Quitte à retrouver le chemin des genoux maternels, mieux valait que ce soit sans témoin, même si, la plupart du temps, je m'arrangeais pour gagner du temps plutôt que de précipiter les événements...
Maman était assise sur la banquette du salon, et mes copies de maths étaient posées bien en évidence sur la table basse devant elle. Je m'arrêtai à l'entrée de la pièce, la tête et le regard baissé, sans rien dire. Maman m'interpela : "Ah, te voilà quand même, Christine ! Tu n'es pas pressée de t'expliquer à ce que je vois... Mais, je devine pourquoi..."
Je gardai le regard fuyant et murmurai : "Mais, je, euh, je suis là, M'man" !
Elle rétorqua : "Heureusement encore... Mieux valait pour toi que je ne sois pas obligée de venir te chercher..." Et, me désignant le fauteuil à sa droite, elle ajouta : "Assieds-toi là, et réponds donc à la question que je t'ai posée tout à l'heure... Qui a signé cette copie d'un 5 sur 20 en maths ? Allez, Christine, réponds bien cette fois... J'espère pour toi que la fessée que je t'ai donnée t'a fait retrouver la mémoire..."


Maman m'avait demandé de m'asseoir, et me montra la copie
à la signature falsifiée... J'hésitais encore, mais comprenais
que cette fois, j'allais bien devoir avouer mon forfait... 

Je sentis mon coeur qui battait la chamade.

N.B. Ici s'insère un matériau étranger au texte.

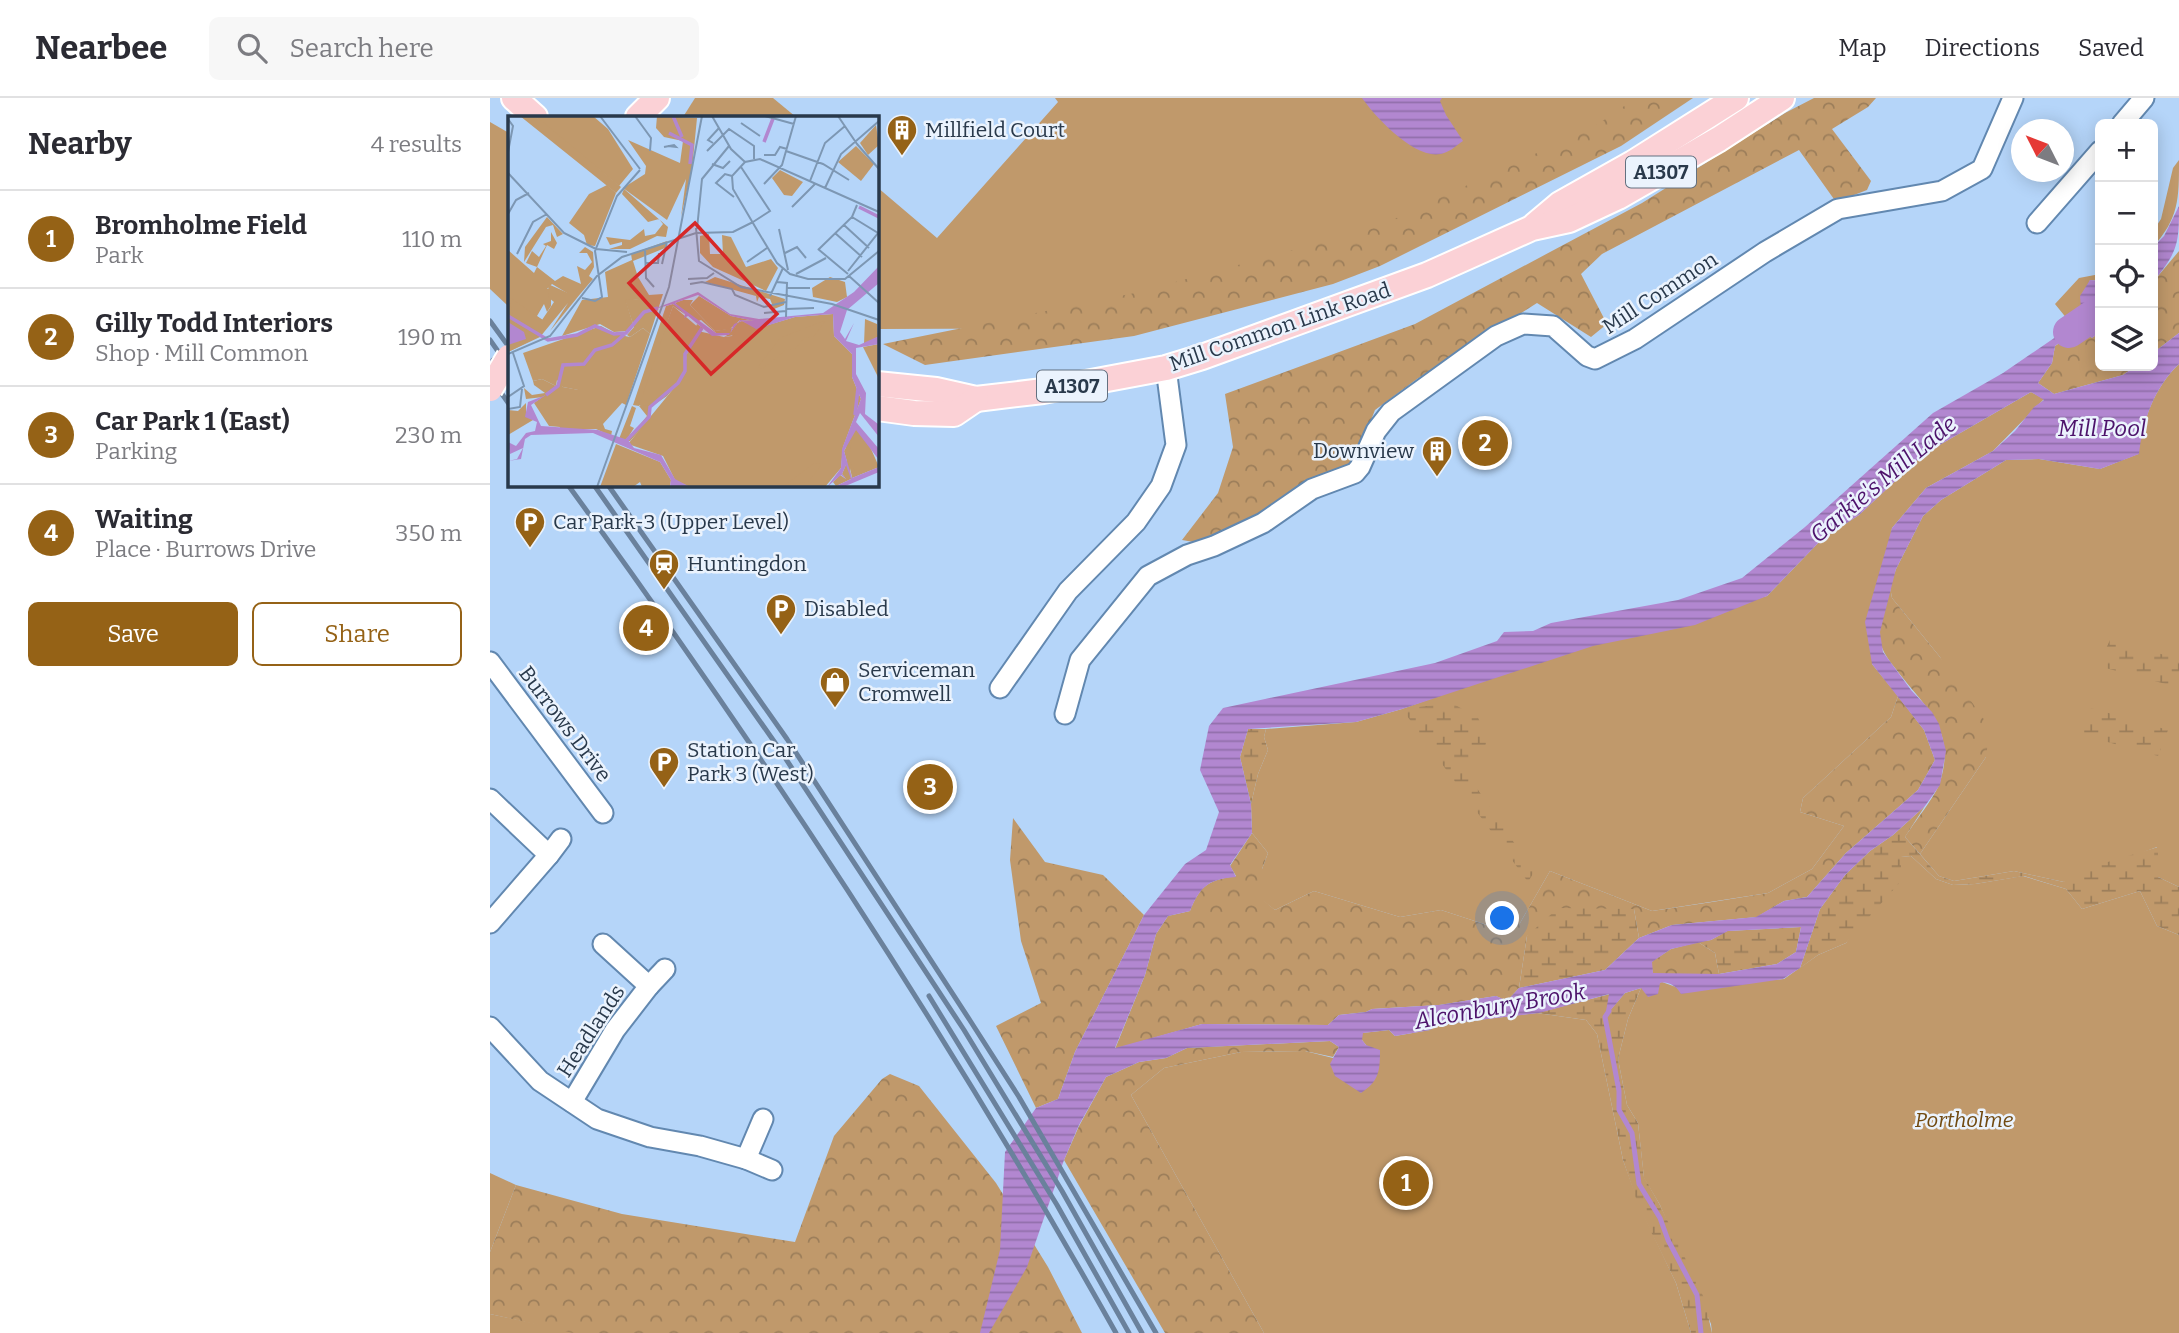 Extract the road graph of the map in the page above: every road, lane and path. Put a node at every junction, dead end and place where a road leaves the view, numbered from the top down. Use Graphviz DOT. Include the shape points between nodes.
graph roads {
  1 [pos="514,98"];
  2 [pos="657,98"];
  3 [pos="667,98"];
  4 [pos="1736,98"];
  5 [pos="1782,98"];
  6 [pos="2014,98"];
  7 [pos="2144,98"];
  8 [pos="535,116"];
  9 [pos="639,116"];
  10 [pos="661,116"];
  11 [pos="2126,119"];
  12 [pos="2095,157"];
  13 [pos="2037,223"];
  14 [pos="1532,228"];
  15 [pos="508,360"];
  16 [pos="1166,368"];
  17 [pos="878,385"];
  18 [pos="490,388"];
  19 [pos="976,399"];
  20 [pos="878,408"];
  21 [pos="490,662"];
  22 [pos="1000,688"];
  23 [pos="1065,714"];
  24 [pos="490,799"];
  25 [pos="603,813"];
  26 [pos="561,839"];
  27 [pos="549,855"];
  28 [pos="490,923"];
  29 [pos="603,944"];
  30 [pos="665,970"];
  31 [pos="649,986"];
  32 [pos="490,1027"];
  33 [pos="572,1102"];
  34 [pos="763,1119"];
  35 [pos="746,1159"];
  36 [pos="772,1170"];
  1 -- 8 [label="main road"];
  2 -- 9 [label="main road"];
  3 -- 10 [label="main road"];
  4 -- 14 [label="main road, Mill Common Link Road / A1307" via="1560,204"];
  5 -- 14 [label="main road, Mill Common Link Road / A1307" via="1618,197 1569,220"];
  6 -- 23 [label="street, Mill Common" via="1982,169 1942,191 1838,209 1635,339 1595,359 1553,326 1523,324 1496,336 1391,412 1355,473 1312,489 1263,523 1148,576 1080,660"];
  7 -- 11 [label="street"];
  12 -- 13 [label="street"];
  14 -- 16 [label="main road, Mill Common Link Road / A1307" via="1336,310"];
  15 -- 18 [label="main road, bridge"];
  16 -- 19 [label="main road, Mill Common Link Road / A1307"];
  16 -- 22 [label="street" via="1177,445 1161,486 1136,522 1068,591"];
  17 -- 19 [label="main road, Mill Common Link Road / A1307"];
  19 -- 20 [label="main road, Mill Common Link Road / A1307" via="954,414"];
  21 -- 25 [label="street, Burrows Drive"];
  24 -- 27 [label="street"];
  26 -- 27 [label="street"];
  27 -- 28 [label="street"];
  29 -- 31 [label="street, Headlands"];
  30 -- 31 [label="street, Headlands"];
  31 -- 33 [label="street, Headlands" via="615,1030"];
  32 -- 33 [label="street" via="540,1082"];
  33 -- 35 [label="street" via="597,1119 650,1137"];
  34 -- 35 [label="street"];
  35 -- 36 [label="street"];
} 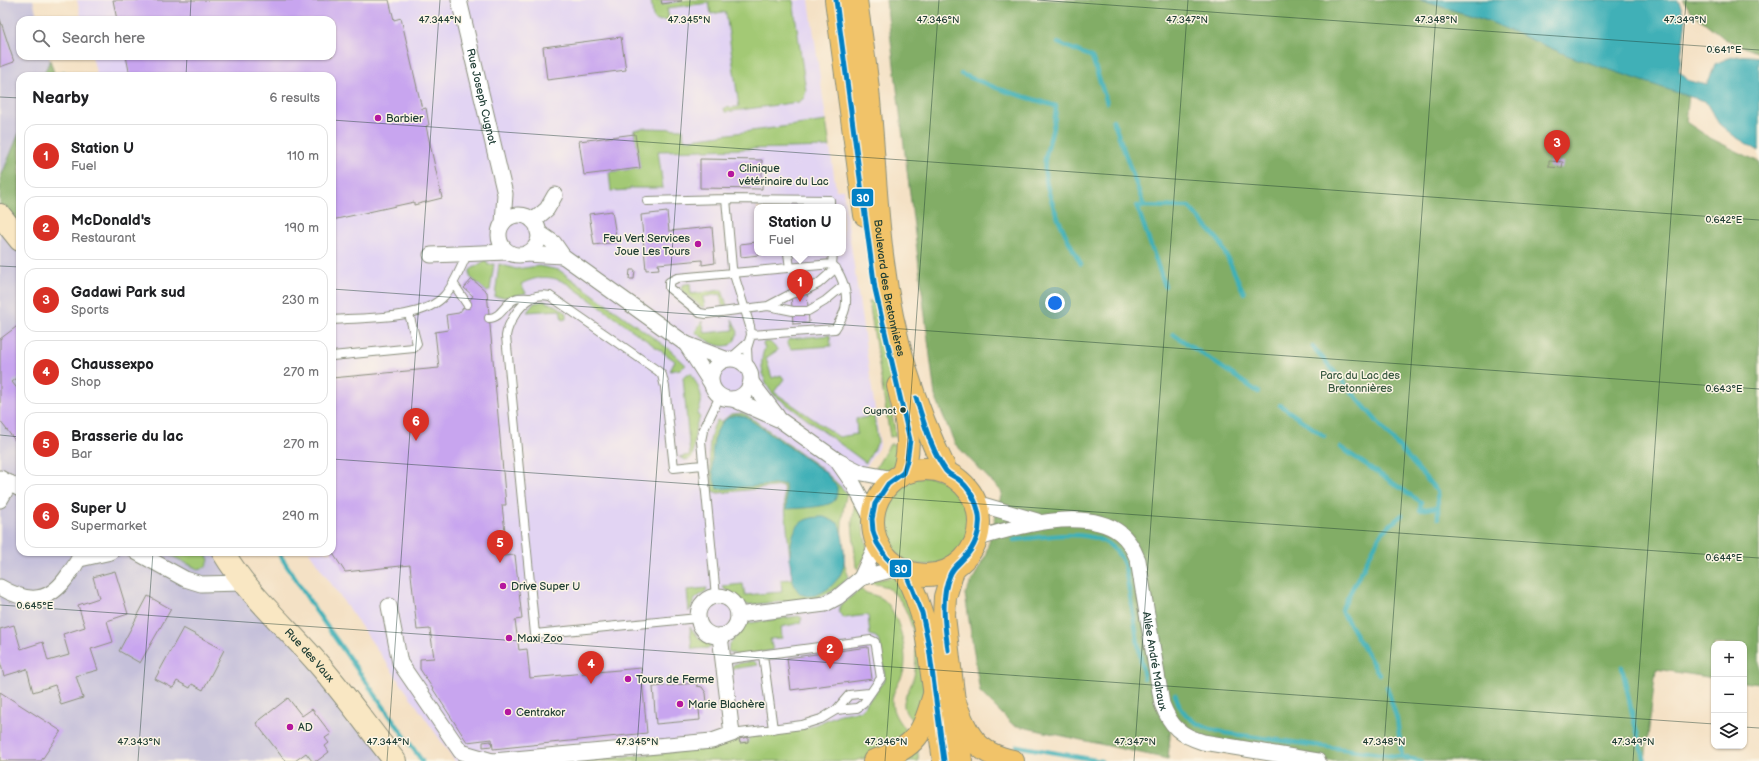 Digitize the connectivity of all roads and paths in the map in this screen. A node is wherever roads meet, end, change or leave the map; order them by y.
1 (459, 0) edge
2 (836, 0) edge
3 (856, 0) edge
4 (505, 194) junction
5 (555, 195) dead end
6 (726, 199) junction
7 (647, 201) dead end
8 (783, 203) edge
9 (830, 204) edge
10 (0, 215) edge
11 (531, 223) junction
12 (501, 226) junction
13 (16, 235) edge
14 (508, 252) junction
15 (470, 254) junction
16 (526, 254) junction
17 (431, 255) dead end
18 (563, 256) junction
19 (788, 256) edge
20 (833, 256) edge
21 (834, 266) junction
22 (790, 268) junction
23 (733, 273) junction
24 (453, 284) junction
25 (843, 286) junction
26 (532, 298) junction
27 (466, 304) dead end
28 (768, 306) junction
29 (744, 310) junction
30 (409, 314) junction
31 (489, 318) dead end
32 (336, 320) edge
33 (750, 339) junction
34 (686, 344) junction
35 (336, 356) edge
36 (728, 359) junction
37 (749, 375) junction
38 (711, 383) junction
39 (727, 398) junction
40 (780, 420) junction
41 (838, 461) junction
42 (702, 465) junction
43 (947, 473) junction
44 (898, 476) junction
45 (10, 483) edge
46 (0, 500) edge
47 (976, 503) junction
48 (872, 519) junction
49 (1040, 521) junction
50 (976, 539) junction
51 (877, 543) junction
52 (79, 556) edge
53 (143, 556) edge
54 (225, 556) edge
55 (954, 567) junction
56 (902, 569) junction
57 (861, 578) junction
58 (243, 583) junction
59 (0, 587) edge
60 (716, 596) junction
61 (389, 606) dead end
62 (738, 614) junction
63 (698, 618) junction
64 (720, 636) junction
65 (763, 655) junction
66 (722, 660) junction
67 (935, 691) junction
68 (869, 693) junction
69 (954, 700) junction
70 (836, 710) junction
71 (773, 729) junction
72 (732, 734) junction
73 (395, 761) edge
74 (492, 761) edge
75 (874, 761) edge
76 (944, 761) edge
77 (961, 761) edge
78 (1013, 761) edge
79 (1318, 761) edge

1 - 4 street, Rue Joseph Cugnot
2 - 44 main road, Boulevard des Bretonnières
3 - 43 main road, Boulevard des Bretonnières
4 - 11 street, Rue Joseph Cugnot
4 - 12 street, Rue Joseph Cugnot
5 - 11 street
6 - 7 lane
6 - 8 lane
6 - 23 lane
8 - 9 lane
10 - 13 street
11 - 12 street
11 - 16 street
11 - 18 street, Rue Joseph Cugnot
12 - 14 street
12 - 15 street
14 - 15 street
14 - 16 street
15 - 17 street
15 - 24 lane
16 - 18 street
18 - 34 street, Rue Joseph Cugnot
19 - 22 lane
20 - 21 lane
21 - 22 lane
21 - 25 lane
21 - 28 lane
22 - 23 lane
23 - 29 lane
23 - 29 lane
24 - 27 lane
24 - 30 lane
25 - 28 lane
25 - 33 lane
26 - 31 lane
26 - 42 lane
26 - 63 lane
28 - 29 lane
29 - 33 lane
30 - 32 lane
30 - 35 lane
33 - 36 lane
33 - 37 lane
34 - 36 street, Rue Joseph Cugnot
34 - 38 street, Rue Joseph Cugnot
36 - 37 street
36 - 38 street
37 - 39 street
37 - 40 street
38 - 39 street
39 - 40 street
39 - 42 lane
40 - 41 street
41 - 44 street
41 - 48 street
42 - 60 lane
43 - 44 main road
43 - 47 main road
44 - 48 main road
45 - 46 street
47 - 49 street, Allée André Malraux
47 - 50 main road
48 - 51 main road
49 - 50 street, Allée André Malraux
49 - 79 street, Allée André Malraux
50 - 55 main road
51 - 56 main road
51 - 57 street
52 - 59 street
53 - 58 street
54 - 58 street, Rue des Vaux
55 - 56 main road
55 - 69 main road
56 - 57 street
56 - 67 main road
57 - 62 street
58 - 73 street, Rue des Vaux
60 - 62 street
60 - 63 street
61 - 74 street
62 - 64 street
63 - 64 street
64 - 66 street
65 - 66 lane
65 - 68 lane
65 - 71 lane
66 - 72 street
67 - 75 main road
67 - 76 main road
68 - 70 lane
68 - 70 lane
69 - 77 main road
69 - 78 main road
70 - 71 lane
71 - 72 lane
72 - 74 street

J'étais comme haletante, au bord des larmes, et me mis à balbutier : "Bah, euh, je, euh, je ne sais, euh..." J'allais presque encore nier, et Maman haussa la voix, en criant presque : "Christine !!!"
Le ton était celui d'une colère sourde, et je me repris, bredouillant : "Oui, Maman, oui... Oui, euh, c'est, euh, enfin, c'est moi... C'est moi qui ai signé le devoir. Je, euh..."
Maman m'interrompit : "Et pourquoi donc, Christine ? Pourquoi ne me l'as-tu pas montré ce contrôle ?"
Je tentai : "Euh, bah, il fallait le rendre, et j'avais, euh, oublié..., euh, de le faire signer"
La réplique maternelle fusa : "Tu avais oublié ? Ne me prends pas pour une idiote à nouveau, Christine. Dis-moi plutôt que tu avais peur de me la montrer cette mauvaise note, très mauvaise même pour une redoublante censée être bonne en maths. C'est cela, hein ?"
Je baissai la tête et me mis à sangloter : "Bah, euh, oui, M'man, euh, je voulais pas que tu me disputes..."
Elle eut un sourire en coin, devant le terme que j'employais : "Que je te disputes, comme tu dis... Que je te gronde, c'est ça...? Sois donc plus précise, Christine... Qu'est-ce qu'elle donne, Maman, à sa grande fille quand elle ramène une mauvaise note ? Ou quand elle ment effrontément comme tout à l'heure ? Allez, dis-le moi..."
Je sanglotai à nouveau et baissai la tête sans répondre. Maman reposa la question : "Allez, Christine, Maman donne quoi aux menteuses ? Comme tout à l'heure... Tu as oublié déjà ? Tu veux que je recommence ?" Devant l'insistance maternelle, je répondis à mi-voix: "Non, non, ne recommence pas. Bah, la, euh... c'est la f..., la fessée, M'man".
Maman enchaina : "Parfaitement, Christine, la fessée. Et donc, c'est bien pour éviter une bonne fessée que tu savais mériter que tu as décidé d'imiter la signature de Maman, en imaginant que personne ne s'en apercevrait..."


Maman me poussait jusqu'au bout de mon raisonnement,
et je ne pus qu'expliquer le pourquoi de cette falsification. 
C'était par peur d'être "grondée" ce que Maman me fit préciser en me faisant
reconnaître que c'était pour éviter une fessée méritée... 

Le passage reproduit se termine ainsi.